Your objective
Copy out all lines in the data below containing the string "every".

=== Records to process ===

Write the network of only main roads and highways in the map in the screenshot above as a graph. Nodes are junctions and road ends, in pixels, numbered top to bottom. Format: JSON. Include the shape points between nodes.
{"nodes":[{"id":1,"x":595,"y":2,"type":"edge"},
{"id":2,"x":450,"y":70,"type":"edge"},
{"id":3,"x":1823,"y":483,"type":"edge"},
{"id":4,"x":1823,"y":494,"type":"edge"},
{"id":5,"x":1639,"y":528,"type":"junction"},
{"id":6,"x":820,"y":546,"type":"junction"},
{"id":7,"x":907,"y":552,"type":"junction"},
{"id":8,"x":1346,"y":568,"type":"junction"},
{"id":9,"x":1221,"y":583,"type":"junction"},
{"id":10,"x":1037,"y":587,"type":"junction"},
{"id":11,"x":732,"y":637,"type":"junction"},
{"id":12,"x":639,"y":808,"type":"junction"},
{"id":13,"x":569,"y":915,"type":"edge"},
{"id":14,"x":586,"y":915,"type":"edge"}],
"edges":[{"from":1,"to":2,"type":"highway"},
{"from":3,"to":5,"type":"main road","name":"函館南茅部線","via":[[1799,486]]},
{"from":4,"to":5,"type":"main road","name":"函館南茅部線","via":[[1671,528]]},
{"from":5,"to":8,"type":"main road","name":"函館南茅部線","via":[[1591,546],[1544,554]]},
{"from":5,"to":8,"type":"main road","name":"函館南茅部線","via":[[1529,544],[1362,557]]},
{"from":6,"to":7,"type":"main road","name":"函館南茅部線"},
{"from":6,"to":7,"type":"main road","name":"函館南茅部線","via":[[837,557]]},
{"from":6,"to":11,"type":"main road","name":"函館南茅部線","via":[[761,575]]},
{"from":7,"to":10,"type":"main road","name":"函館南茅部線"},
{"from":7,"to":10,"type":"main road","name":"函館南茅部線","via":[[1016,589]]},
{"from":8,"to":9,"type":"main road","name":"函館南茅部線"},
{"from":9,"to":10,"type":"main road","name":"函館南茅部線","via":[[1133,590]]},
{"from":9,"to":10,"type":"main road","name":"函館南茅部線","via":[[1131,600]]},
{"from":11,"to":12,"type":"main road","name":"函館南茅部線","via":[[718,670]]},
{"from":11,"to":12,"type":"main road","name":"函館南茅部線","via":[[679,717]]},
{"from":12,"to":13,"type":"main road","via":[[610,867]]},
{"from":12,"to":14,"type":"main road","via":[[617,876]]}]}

===
=== Records to process ===

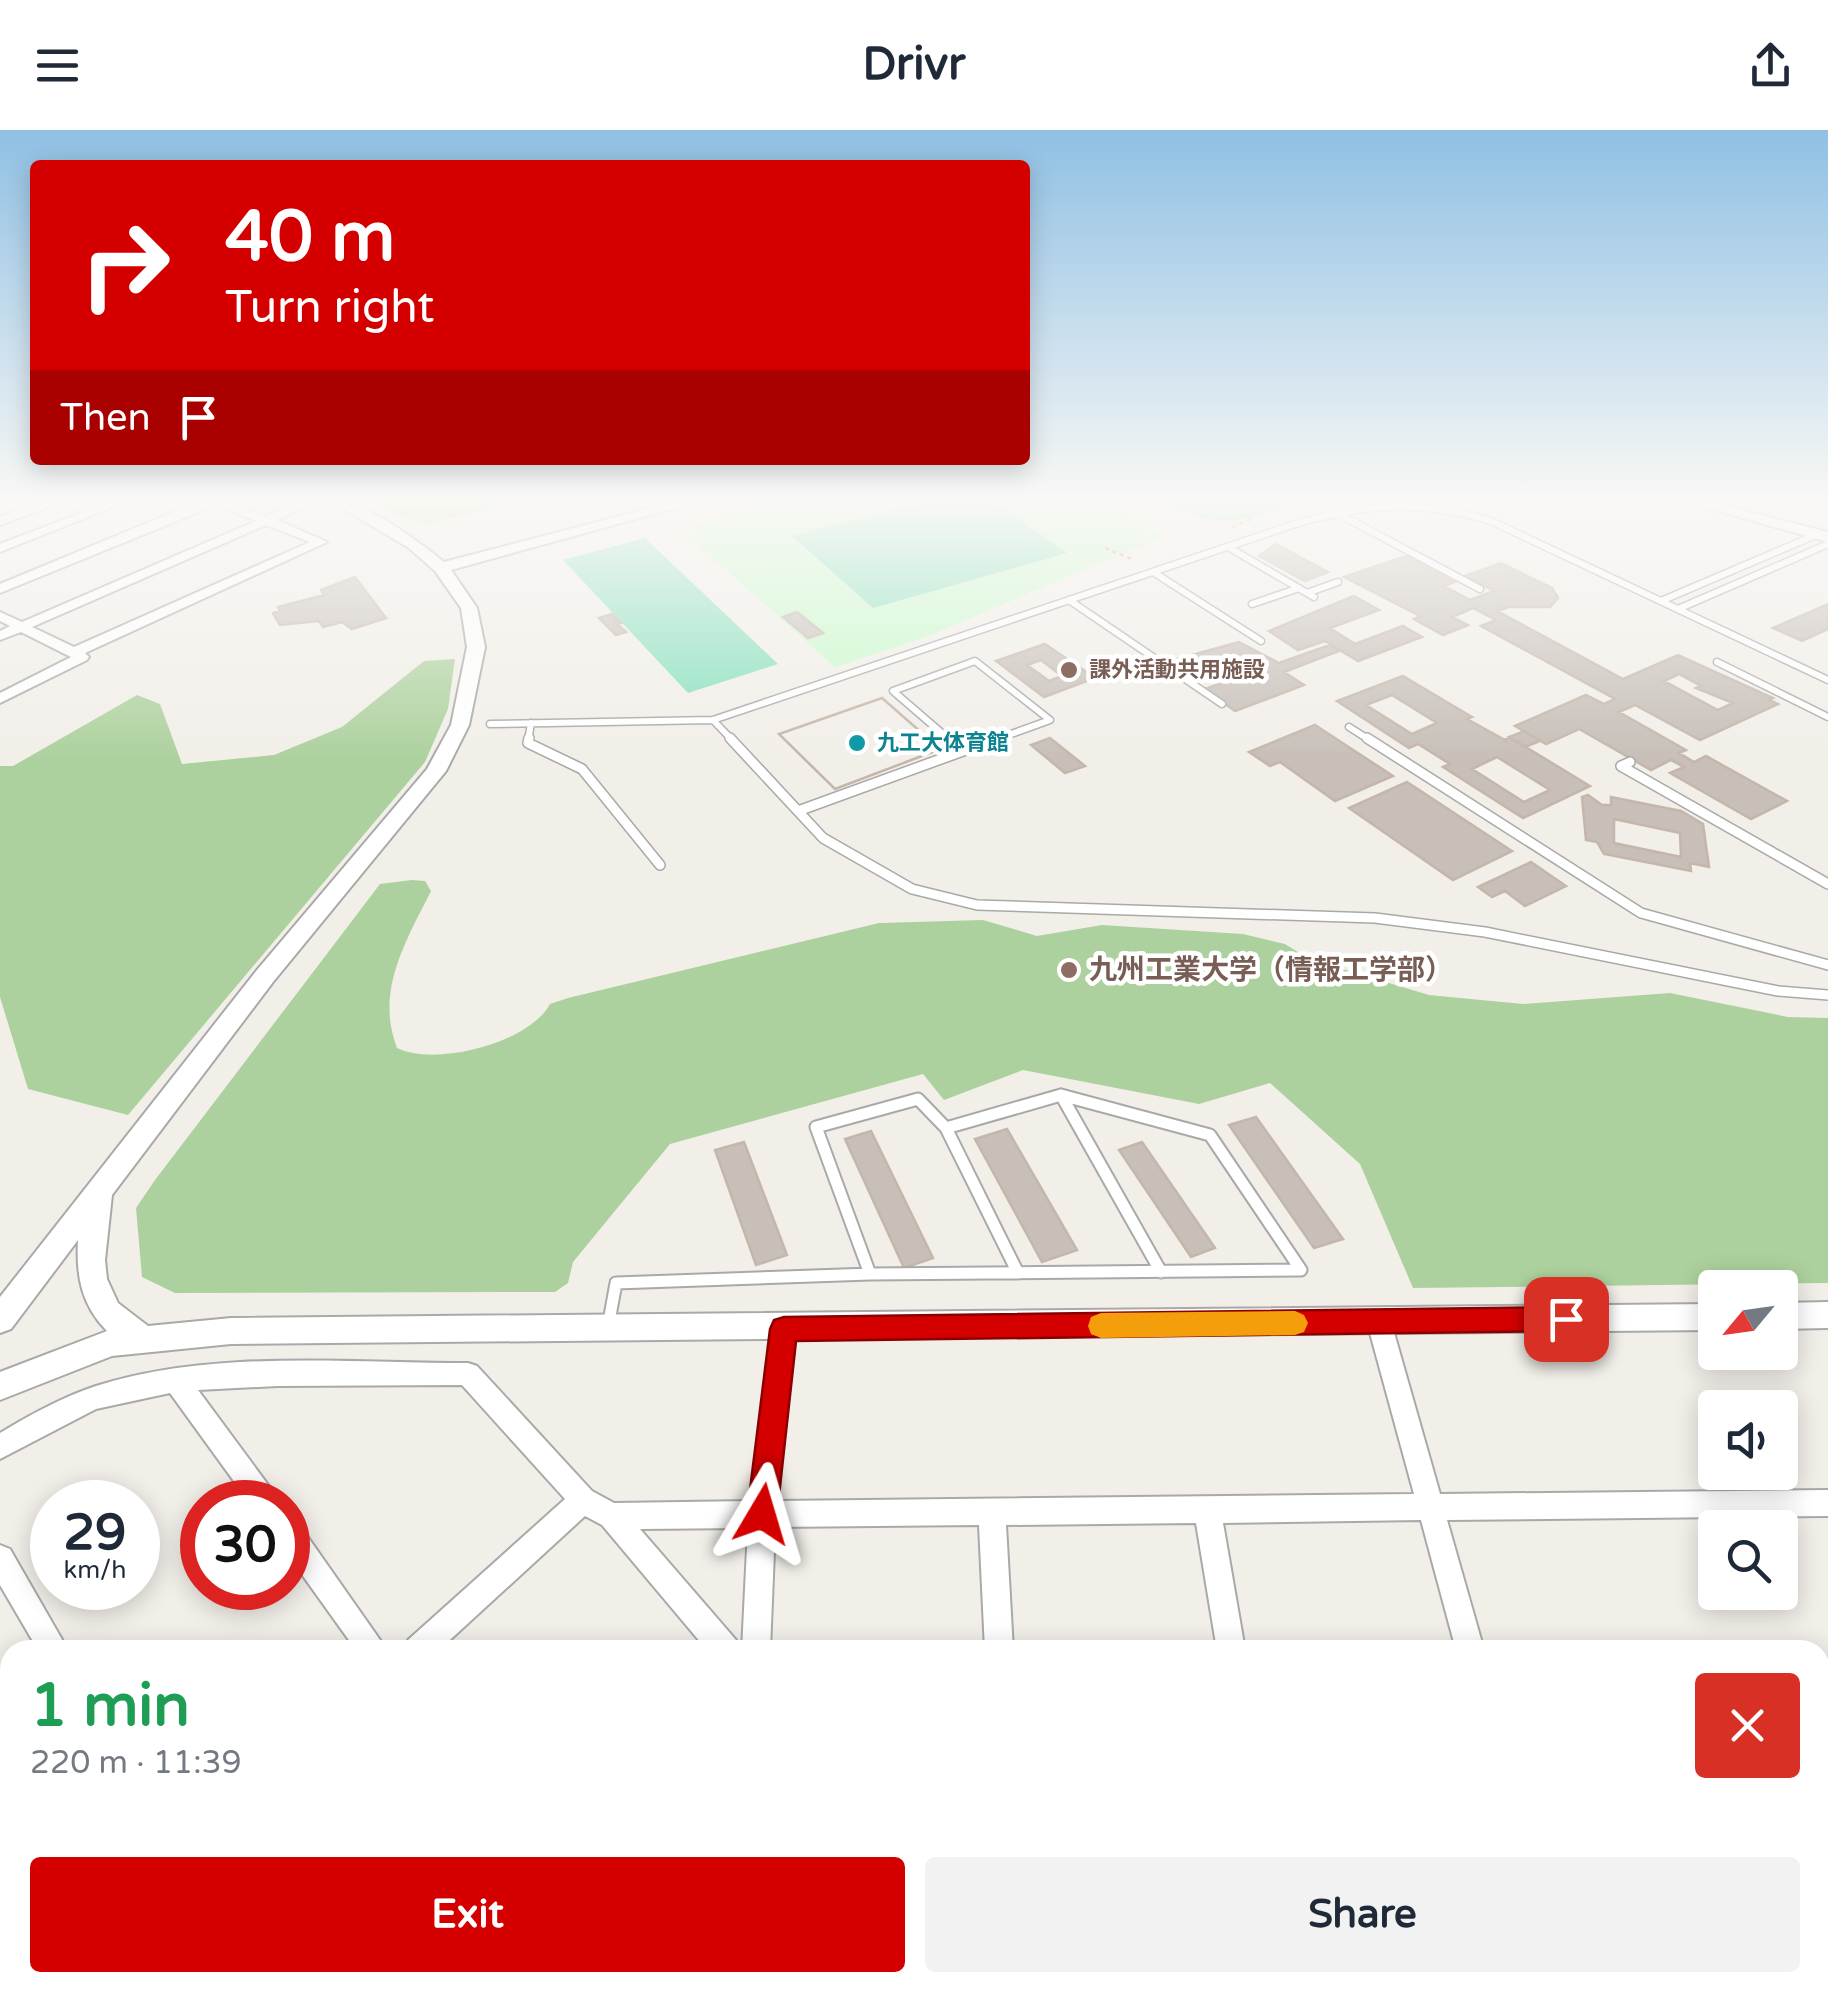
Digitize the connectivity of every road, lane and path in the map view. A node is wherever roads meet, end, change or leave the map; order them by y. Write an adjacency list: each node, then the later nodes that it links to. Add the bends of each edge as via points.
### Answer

===
=== Records to process ===

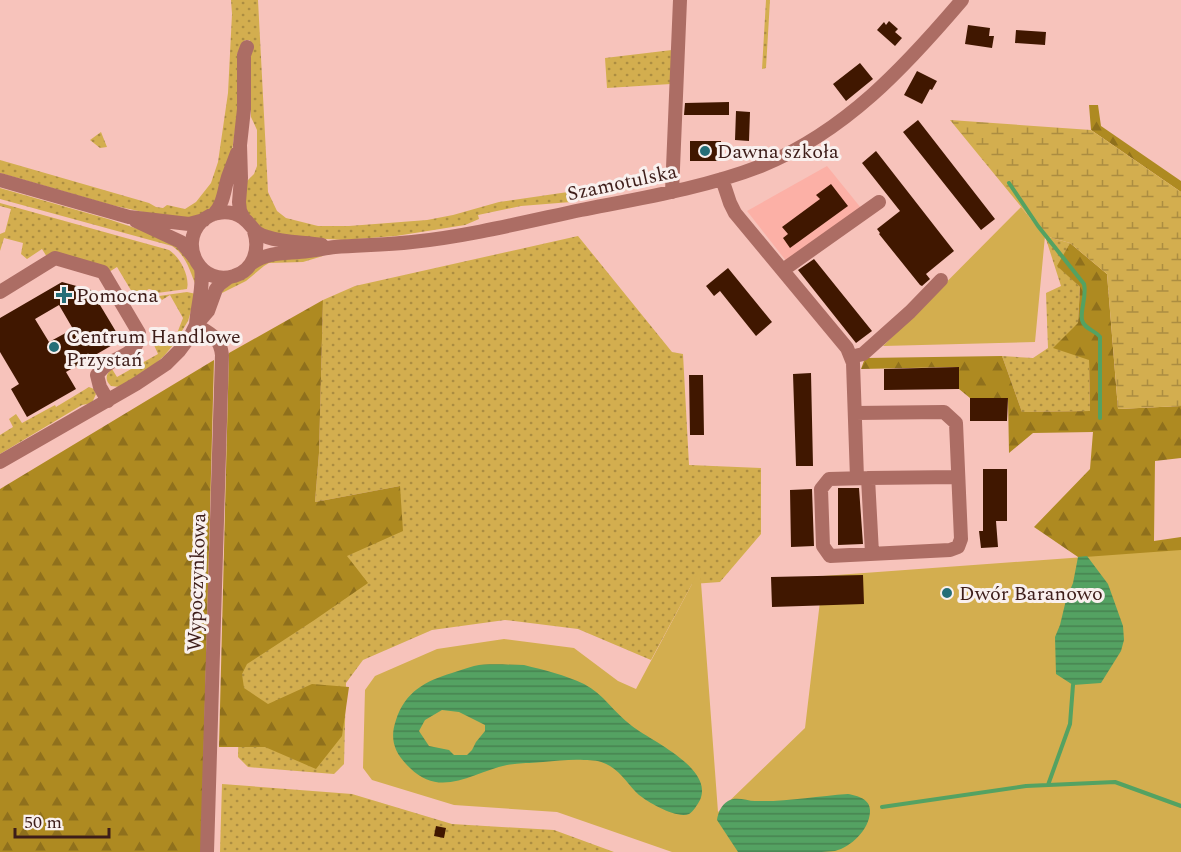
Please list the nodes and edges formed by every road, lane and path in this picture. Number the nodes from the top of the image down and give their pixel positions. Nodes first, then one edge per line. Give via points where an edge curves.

===

Problem solution
Digitize the connectivity of every road, lane and path in the map view. A node is wherever roads meet, end, change or leave the map; order them by y. Write an adjacency list: each node, then the later nodes that it links to. Add the bends of each edge as via points.
Please list the nodes and edges formed by every road, lane and path in this picture. Number the nodes from the top of the image down and give their pixel positions. Nodes first, then one edge per line. Give via points where an edge curves.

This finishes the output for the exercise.